[Numpy-discussion] How to limit the numpy.memmap's RAM usage?

braingateway braingateway@gmail....
Sat Oct 23 11:27:53 CDT 2010


Charles R Harris :
>
>
> On Sat, Oct 23, 2010 at 10:15 AM, Charles R Harris 
> <charlesr.harris@gmail.com <mailto:charlesr.harris@gmail.com>> wrote:
>
>
>
>     On Sat, Oct 23, 2010 at 9:44 AM, braingateway
>     <braingateway@gmail.com <mailto:braingateway@gmail.com>> wrote:
>
>         David Cournapeau :
>
>             2010/10/23 braingateway <braingateway@gmail.com
>             <mailto:braingateway@gmail.com>>:
>              
>
>                 Hi everyone,
>                 I noticed the numpy.memmap using RAM to buffer data
>                 from memmap files.
>                 If I get a 100GB array in a memmap file and process it
>                 block by block,
>                 the RAM usage is going to increasing with the process
>                 running until
>                 there is no available space in RAM (4GB), even though
>                 the block size is
>                 only 1MB.
>                 for example:
>                 ####
>                 a = numpy.memmap(‘a.bin’, dtype='float64', mode='r')

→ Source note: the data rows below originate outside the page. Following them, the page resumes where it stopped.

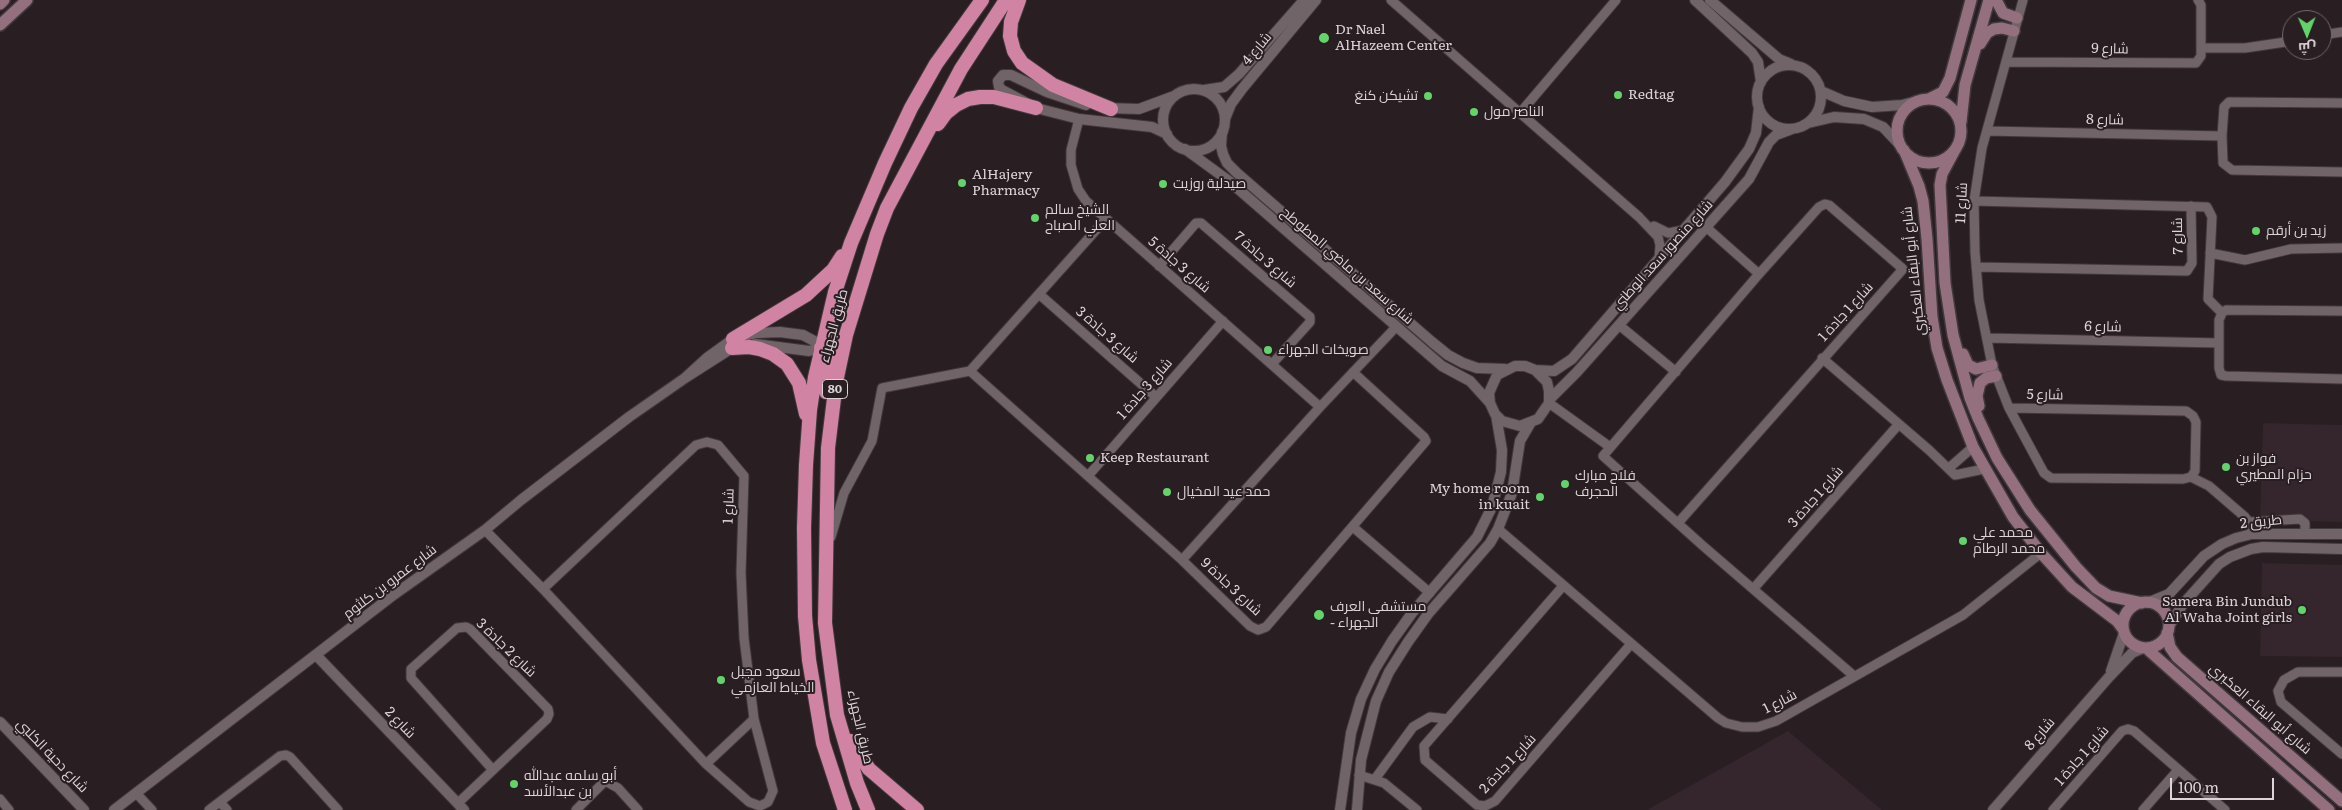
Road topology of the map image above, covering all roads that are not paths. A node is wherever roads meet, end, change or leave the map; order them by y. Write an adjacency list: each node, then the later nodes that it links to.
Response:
1 (4, 0): 17 (main road)
2 (27, 0): 19 (main road)
3 (982, 0): 56 (highway, طريق الجهراء / 80)
4 (1006, 0): 51 (highway, طريق الجهراء / 80)
5 (1019, 0): 34 (highway)
6 (1304, 0): 27 (street, شارع 4)
7 (1316, 0): 37 (street, شارع 4)
8 (1391, 0): 35 (street)
9 (1616, 0): 35 (street)
10 (1695, 0): 26 (street)
11 (1710, 0): 25 (street)
12 (1971, 0): 30 (main road)
13 (1989, 0): 23 (main road)
14 (1996, 0): 18 (main road)
15 (2023, 0): 18 (street, شارع 11)
16 (2198, 0): 22 (street)
17 (0, 4)
18 (2017, 18): 20 (street, شارع 11)
19 (0, 25)
20 (2014, 31): 23 (main road); 24 (street, شارع 11)
21 (2282, 42): 22 (street)
22 (2201, 48): 24 (street, شارع 9)
23 (1975, 52): 39 (main road)
24 (2006, 62): 41 (street, شارع 11)
25 (1795, 65): 26 (street); 28 (street)
26 (1760, 82): 33 (street)
27 (1203, 90): 29 (street); 37 (street)
28 (1821, 91): 30 (street); 38 (street)
29 (1174, 96): 34 (street); 43 (street)
30 (1923, 100): 39 (main road); 45 (main road)
31 (2342, 103): 44 (street)
32 (1036, 108): 34 (street); 36 (street); 51 (highway)
33 (1758, 108): 40 (street); 55 (street, شارع منصور سعد الوطني)
34 (1111, 109)
35 (1520, 112): 52 (street)
36 (1079, 119): 43 (street); 53 (street, شارع 3 جادة 5)
37 (1225, 119): 42 (street)
38 (1808, 124): 40 (street); 45 (street)
39 (1961, 124): 46 (main road)
40 (1792, 129): 54 (street, شارع منصور سعد الوطني)
41 (1987, 131): 44 (street, شارع 8); 49 (street, شارع 11)
42 (1222, 132): 47 (street); 79 (street, شارع سعد بن ماضي المطوطح)
43 (1167, 134): 47 (street)
44 (2222, 136): 48 (street)
45 (1902, 148): 46 (main road); 97 (main road, شارع أبو البقاء العكبري)
46 (1956, 148): 71 (main road)
47 (1185, 149): 69 (street, شارع سعد بن ماضي المطوطح)
48 (2342, 172)
49 (1974, 201): 50 (street, شارع 7); 62 (street, شارع 11)
50 (2192, 206): 57 (street, شارع 7); 59 (street)
51 (887, 208): 70 (highway, طريق الجهراء / 80)
52 (1639, 217): 55 (street); 60 (street)
53 (1105, 220): 61 (street, شارع 3 جادة 5); 64 (street)
54 (1706, 227): 63 (street); 68 (street, شارع منصور سعد الوطني)
55 (1684, 230): 60 (street, شارع منصور سعد الوطني)
56 (851, 243): 74 (highway); 75 (highway, طريق الجهراء / 80)
57 (2193, 245): 59 (street); 62 (street, شارع 7)
58 (2342, 248): 59 (street)
59 (2210, 249): 66 (street)
60 (1659, 260): 80 (street, شارع منصور سعد الوطني)
61 (1160, 266): 67 (street, شارع 3 جادة 5); 77 (street, شارع 3 جادة 7)
62 (1976, 267): 72 (street, شارع 11)
63 (1758, 274): 76 (street, شارع 1 جادة 1); 83 (street, شارع 1 جادة 1)
64 (1039, 294): 81 (street); 86 (street, شارع 3 جادة 3)
65 (2342, 311): 66 (street)
66 (2222, 313): 73 (street)
67 (1223, 321): 77 (street, شارع 3 جادة 5); 86 (street, شارع 3 جادة 1)
68 (1619, 325): 83 (street); 87 (street, شارع منصور سعد الوطني)
69 (1396, 327): 82 (street, شارع 3 جادة 9); 88 (street, شارع سعد بن ماضي المطوطح)
70 (846, 335): 75 (highway); 98 (highway, طريق الجهراء / 80)
71 (1953, 335): 78 (main road); 94 (main road)
72 (1987, 338): 73 (street, شارع 6); 78 (street, شارع 11)
73 (2219, 343): 85 (street)
74 (732, 344): 75 (street, شارع عمرو بن كلثوم); 75 (street, شارع عمرو بن كلثوم); 95 (highway); 107 (street, شارع عمرو بن كلثوم)
75 (821, 348): 95 (highway, طريق الجهراء / 80); 98 (highway)
76 (1822, 358): 93 (street); 104 (street, شارع 1 جادة 1)
77 (1272, 364): 89 (street, شارع 3 جادة 5)
78 (1992, 365): 84 (street, شارع 11)
79 (1505, 369): 80 (street); 88 (street)
80 (1534, 370): 87 (street)
81 (970, 372): 101 (street); 114 (street)
82 (1353, 372): 89 (street, شارع 3 جادة 9); 105 (street, شارع 3 جادة 9)
83 (1676, 372): 96 (street, شارع 1 جادة 1)
84 (1996, 376): 90 (street, شارع 11); 94 (main road)
85 (2342, 380)
86 (1156, 397): 101 (street, شارع 3 جادة 1)
87 (1549, 401): 92 (street); 96 (street)
88 (1490, 402): 91 (street)
89 (1320, 407): 115 (street, شارع 3 جادة 9)
90 (2009, 408): 102 (street, شارع 5); 102 (street, شارع 5)
91 (1495, 414): 92 (street); 119 (street)
92 (1530, 424): 106 (street)
93 (1899, 424): 99 (street); 117 (street, شارع 1 جادة 3)
94 (1986, 435): 120 (main road)
95 (807, 444): 157 (highway, طريق الجهراء / 80)
96 (1610, 447): 104 (street)
97 (1973, 447): 99 (street); 100 (main road, شارع أبو البقاء العكبري)
98 (828, 448): 114 (highway, طريق الجهراء / 80)
99 (1949, 468): 100 (street)
100 (1984, 469): 113 (main road, شارع أبو البقاء العكبري)
101 (1088, 476): 115 (street)
102 (2191, 477): 103 (street)
103 (2249, 522): 108 (street); 109 (street)
104 (1678, 523): 117 (street)
105 (1353, 527): 115 (street, شارع 3 جادة 9); 119 (street)
106 (1498, 529): 116 (street, شارع 1); 137 (street)
107 (484, 530): 118 (street, شارع 1); 125 (street, شارع عمرو بن كلثوم)
108 (2305, 532): 109 (street, طريق 2); 110 (street, طريق 2); 111 (street)
109 (2252, 534): 120 (street, طريق 2)
110 (2342, 534)
111 (2306, 548): 112 (street, طريق 2); 122 (street, طريق 2)
112 (2342, 549)
113 (2041, 553): 121 (main road, شارع أبو البقاء العكبري); 127 (street, شارع 1)
114 (826, 556): 129 (highway, طريق الجهراء / 80)
115 (1182, 560)
116 (1563, 586): 123 (street, شارع 1); 130 (street, شارع 1 جادة 2)
117 (1754, 588): 127 (street)
118 (543, 589): 131 (street, شارع 1); 134 (street, شارع 1)
119 (1430, 593): 141 (street)
120 (2144, 603): 121 (main road); 122 (main road)
121 (2124, 631): 124 (main road); 128 (street, شارع 8)
122 (2168, 631): 124 (main road); 145 (main road, شارع أبو البقاء العكبري)
123 (1631, 644): 127 (street, شارع 1); 130 (street, شارع 1 جادة 2)
124 (2144, 648): 128 (street, شارع 8); 139 (main road, شارع أبو البقاء العكبري)
125 (316, 656): 140 (street, شارع عمرو بن كلثوم); 146 (street, شارع 2)
126 (2342, 672): 133 (street)
127 (1854, 676)
128 (2109, 677): 163 (street, شارع 8)
129 (837, 715): 158 (highway, طريق الجهراء / 80); 159 (highway)
130 (1448, 718): 138 (street)
131 (754, 719): 134 (street); 134 (street, شارع 1)
132 (0, 722): 149 (street, شارع دحية الكلبي)
133 (2342, 754)
134 (706, 764)
135 (493, 770): 135 (street, شارع 2 جادة 3); 146 (street, شارع 2 جادة 3)
136 (2178, 770): 164 (street, شارع 1 جادة 1); 165 (street); 166 (street, شارع 1 جادة 1)
137 (1359, 775): 138 (street); 142 (street)
138 (1375, 779): 162 (street)
139 (2308, 792): 147 (main road); 167 (main road, شارع أبو البقاء العكبري)
140 (136, 793): 150 (street, شارع عمرو بن كلثوم); 151 (street)
141 (1343, 793): 142 (street); 160 (street)
142 (1358, 794): 161 (street)
143 (0, 799): 148 (street)
144 (220, 802): 152 (street); 153 (street); 154 (street)
145 (2342, 802)
146 (461, 806)
147 (2342, 807)
148 (9, 810)
149 (84, 810)
150 (114, 810)
151 (152, 810)
152 (209, 810)
153 (227, 810)
154 (338, 810)
155 (576, 810): 156 (street)
156 (638, 810)
157 (845, 810)
158 (868, 810)
159 (917, 810)
160 (1340, 810)
161 (1357, 810)
162 (1417, 810)
163 (1993, 810)
164 (2053, 810)
165 (2143, 810)
166 (2225, 810)
167 (2329, 810)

>                 blocklen=1e5
>                 b=npy.zeros((len(a)/blocklen,))
>                 for i in range(0,len(a)/blocklen):
>                 b[i]=npy.mean(a[i*blocklen:(i+1)*blocklen])
>                 ####
>                 Is there any way to restrict the memory usage in
>                 numpy.memmap?
>                    
>
>
>             The whole point of using memmap is to let the OS do the
>             buffering for
>             you (which is likely to do a better job than you in many
>             cases). Which
>             OS are you using ? And how do you measure how much memory
>             is taken by
>             numpy for your array ?
>
>             David
>             _______________________________________________
>              
>
>         Hi David,
>
>         I agree with you about the point of using memmap. That is why
>         the behavior is so strange to me.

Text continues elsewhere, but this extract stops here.